Technically Incorrect offers a slightly twisted take on the tech that's taken over our lives.
If you're in a position of authority, it's hard to get through to people.
You can try intimidation. You can try speaking softly and carrying a large baton. But people hear so many words these days that it's all just background noise.
How, then, if you're a police department, can you remind people not to drink and drive?
The Wyoming, Minnesota, Police Department took to Twitter to offer extreme measures. On the eve of Thanksgiving, the department tweeted: "Do NOT drive drunk. I will find you. I will arrest you. I will make you listen to One Direction cover bands on the way to jail."
Some might think it odd that the police would exert punishment even before the accused is accorded due process. The threat here is considerable.

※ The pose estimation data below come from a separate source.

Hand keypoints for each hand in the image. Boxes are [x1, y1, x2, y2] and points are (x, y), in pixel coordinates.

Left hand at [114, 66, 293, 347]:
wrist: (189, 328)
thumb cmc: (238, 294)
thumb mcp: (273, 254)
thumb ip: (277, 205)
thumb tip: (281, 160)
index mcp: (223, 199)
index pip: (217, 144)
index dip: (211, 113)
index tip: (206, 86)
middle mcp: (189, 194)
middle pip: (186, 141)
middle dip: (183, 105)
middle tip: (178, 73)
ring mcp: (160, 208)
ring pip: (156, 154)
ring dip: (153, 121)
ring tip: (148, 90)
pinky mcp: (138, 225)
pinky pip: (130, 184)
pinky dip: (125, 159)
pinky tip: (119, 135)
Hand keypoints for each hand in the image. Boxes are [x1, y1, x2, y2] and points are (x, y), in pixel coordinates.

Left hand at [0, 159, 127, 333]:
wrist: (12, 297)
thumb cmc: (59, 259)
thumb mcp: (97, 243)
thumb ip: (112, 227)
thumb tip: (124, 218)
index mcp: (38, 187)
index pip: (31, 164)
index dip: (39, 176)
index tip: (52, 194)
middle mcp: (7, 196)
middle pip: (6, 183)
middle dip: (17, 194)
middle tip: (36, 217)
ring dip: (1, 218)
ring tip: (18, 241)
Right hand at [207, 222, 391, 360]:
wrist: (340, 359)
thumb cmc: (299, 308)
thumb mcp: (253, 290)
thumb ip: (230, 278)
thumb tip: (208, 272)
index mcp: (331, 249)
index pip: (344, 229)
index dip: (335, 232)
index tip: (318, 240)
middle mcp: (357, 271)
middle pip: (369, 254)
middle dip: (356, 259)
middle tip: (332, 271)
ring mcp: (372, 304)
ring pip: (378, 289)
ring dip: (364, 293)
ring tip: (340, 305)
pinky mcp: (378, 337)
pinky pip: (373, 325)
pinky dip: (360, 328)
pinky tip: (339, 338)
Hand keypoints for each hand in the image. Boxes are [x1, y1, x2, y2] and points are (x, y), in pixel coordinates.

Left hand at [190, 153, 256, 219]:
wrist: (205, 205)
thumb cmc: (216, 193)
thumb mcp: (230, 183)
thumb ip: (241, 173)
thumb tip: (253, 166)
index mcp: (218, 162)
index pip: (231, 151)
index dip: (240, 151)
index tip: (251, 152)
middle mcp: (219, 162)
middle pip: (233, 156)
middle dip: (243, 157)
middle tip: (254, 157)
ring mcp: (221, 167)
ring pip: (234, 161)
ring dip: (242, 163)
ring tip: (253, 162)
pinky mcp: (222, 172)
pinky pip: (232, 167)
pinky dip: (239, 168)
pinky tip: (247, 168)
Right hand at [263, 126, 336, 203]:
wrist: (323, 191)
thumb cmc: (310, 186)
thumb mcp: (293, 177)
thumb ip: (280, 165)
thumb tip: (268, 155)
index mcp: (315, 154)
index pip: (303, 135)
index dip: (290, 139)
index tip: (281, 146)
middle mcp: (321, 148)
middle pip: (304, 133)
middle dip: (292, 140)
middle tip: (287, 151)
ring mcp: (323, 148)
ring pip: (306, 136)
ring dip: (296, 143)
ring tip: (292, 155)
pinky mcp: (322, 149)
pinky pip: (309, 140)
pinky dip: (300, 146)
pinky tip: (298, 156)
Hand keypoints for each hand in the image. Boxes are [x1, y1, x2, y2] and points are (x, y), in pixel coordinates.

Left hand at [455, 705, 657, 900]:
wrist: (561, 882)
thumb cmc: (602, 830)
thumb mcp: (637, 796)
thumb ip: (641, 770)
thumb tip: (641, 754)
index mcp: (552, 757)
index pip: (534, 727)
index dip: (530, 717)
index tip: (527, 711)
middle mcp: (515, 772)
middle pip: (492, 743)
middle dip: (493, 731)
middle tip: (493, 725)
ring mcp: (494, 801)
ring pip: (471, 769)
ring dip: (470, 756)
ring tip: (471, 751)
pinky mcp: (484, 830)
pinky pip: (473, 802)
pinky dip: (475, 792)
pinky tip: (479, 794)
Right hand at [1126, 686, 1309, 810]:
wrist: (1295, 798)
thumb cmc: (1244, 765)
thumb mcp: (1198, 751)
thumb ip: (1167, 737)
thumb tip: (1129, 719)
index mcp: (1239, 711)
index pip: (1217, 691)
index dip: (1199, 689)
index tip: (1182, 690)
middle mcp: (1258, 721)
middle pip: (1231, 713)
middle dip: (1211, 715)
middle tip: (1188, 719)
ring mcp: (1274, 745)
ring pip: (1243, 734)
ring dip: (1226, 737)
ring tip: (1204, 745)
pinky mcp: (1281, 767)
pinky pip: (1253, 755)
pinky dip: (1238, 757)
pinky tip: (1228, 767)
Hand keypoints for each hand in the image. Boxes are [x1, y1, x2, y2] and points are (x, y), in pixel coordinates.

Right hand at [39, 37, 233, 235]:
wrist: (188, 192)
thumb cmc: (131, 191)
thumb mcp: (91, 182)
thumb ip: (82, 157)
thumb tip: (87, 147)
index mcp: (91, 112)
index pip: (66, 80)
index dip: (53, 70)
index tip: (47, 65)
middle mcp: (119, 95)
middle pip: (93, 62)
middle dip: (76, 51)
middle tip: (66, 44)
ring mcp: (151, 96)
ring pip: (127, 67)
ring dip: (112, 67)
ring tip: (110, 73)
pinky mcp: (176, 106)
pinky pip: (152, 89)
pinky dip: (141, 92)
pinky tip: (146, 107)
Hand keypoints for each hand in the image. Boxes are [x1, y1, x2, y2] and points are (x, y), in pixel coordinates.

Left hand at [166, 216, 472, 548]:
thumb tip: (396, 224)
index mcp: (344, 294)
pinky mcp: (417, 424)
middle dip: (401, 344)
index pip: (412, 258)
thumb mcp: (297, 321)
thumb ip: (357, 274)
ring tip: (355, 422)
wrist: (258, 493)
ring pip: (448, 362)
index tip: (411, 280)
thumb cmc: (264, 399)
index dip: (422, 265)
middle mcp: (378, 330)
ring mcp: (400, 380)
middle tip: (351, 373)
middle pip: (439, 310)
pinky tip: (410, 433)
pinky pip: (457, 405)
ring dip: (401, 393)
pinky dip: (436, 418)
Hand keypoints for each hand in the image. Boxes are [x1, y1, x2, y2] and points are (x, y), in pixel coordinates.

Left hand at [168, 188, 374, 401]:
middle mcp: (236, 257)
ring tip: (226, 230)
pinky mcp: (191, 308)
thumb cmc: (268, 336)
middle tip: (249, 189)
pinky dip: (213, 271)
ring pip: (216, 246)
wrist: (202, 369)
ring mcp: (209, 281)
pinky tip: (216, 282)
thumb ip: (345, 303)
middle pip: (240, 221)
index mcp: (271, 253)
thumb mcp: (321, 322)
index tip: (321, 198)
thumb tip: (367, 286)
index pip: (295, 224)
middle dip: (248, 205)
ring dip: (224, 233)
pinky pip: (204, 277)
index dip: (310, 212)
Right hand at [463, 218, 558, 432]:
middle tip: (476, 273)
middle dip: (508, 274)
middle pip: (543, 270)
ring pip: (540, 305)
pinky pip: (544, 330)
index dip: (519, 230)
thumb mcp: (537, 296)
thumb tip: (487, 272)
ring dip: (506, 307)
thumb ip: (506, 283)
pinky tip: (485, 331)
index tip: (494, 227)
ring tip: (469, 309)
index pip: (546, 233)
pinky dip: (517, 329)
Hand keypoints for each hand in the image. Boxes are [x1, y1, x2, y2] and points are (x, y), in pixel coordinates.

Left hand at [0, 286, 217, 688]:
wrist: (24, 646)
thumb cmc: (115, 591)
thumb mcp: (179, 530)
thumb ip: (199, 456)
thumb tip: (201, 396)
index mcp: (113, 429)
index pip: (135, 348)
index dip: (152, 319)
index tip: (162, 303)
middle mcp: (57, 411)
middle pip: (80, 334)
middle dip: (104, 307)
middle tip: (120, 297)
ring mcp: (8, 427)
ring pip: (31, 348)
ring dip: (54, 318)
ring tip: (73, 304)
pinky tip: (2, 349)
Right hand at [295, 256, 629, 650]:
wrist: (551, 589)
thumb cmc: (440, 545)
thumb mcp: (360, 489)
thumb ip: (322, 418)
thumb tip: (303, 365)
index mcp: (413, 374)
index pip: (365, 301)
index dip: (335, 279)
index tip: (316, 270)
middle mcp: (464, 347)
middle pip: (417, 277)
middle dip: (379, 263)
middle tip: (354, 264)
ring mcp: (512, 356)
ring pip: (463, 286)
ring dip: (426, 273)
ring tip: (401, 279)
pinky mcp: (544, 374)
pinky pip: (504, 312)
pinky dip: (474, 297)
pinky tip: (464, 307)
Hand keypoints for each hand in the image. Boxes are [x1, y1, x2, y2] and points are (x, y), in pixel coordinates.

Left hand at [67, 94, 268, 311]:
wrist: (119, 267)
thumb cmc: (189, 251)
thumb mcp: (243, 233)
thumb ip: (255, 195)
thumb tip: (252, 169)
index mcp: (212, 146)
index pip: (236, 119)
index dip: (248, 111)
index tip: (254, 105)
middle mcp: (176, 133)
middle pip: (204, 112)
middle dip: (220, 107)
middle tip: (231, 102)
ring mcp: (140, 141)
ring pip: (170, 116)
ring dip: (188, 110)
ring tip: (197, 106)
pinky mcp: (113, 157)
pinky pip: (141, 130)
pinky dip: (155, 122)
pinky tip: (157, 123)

It's also one that has delighted many, with more than 9,000 liking it and more than 5,600 retweeting this festive sentiment.
Some, including fellow police departments, wondered whether such a threat was legal. As Charlie Brose tweeted: "One Direction is bad enough, but cover bands. That would be in violation of the 8th amendment." That's the amendment that forbids "cruel and unusual punishment."
When a Twitterer asked what happens if the arrested party actually likes One Direction, the police department replied: "No one likes One Direction."
Police departments seem to have a thing about certain bands. Who can forget the Australian Police Department which took to Facebook to charge Nickelback with crimes against music?
Oddly, when a Twitterer asked the Wyoming, Minnesota, Police Department what happens when someone's on heroin, the police replied: "Nickelback."
I asked the department which music is approved. The Twitter account wag replied: "Check out the tweets on #squadcartunes and you have all the information you need. That and #taylorswift13 because she's my home girl."
There's some very dubious music at #squadcartunes. Some it is quite criminal. But, yes, of course Alice In Chains is there.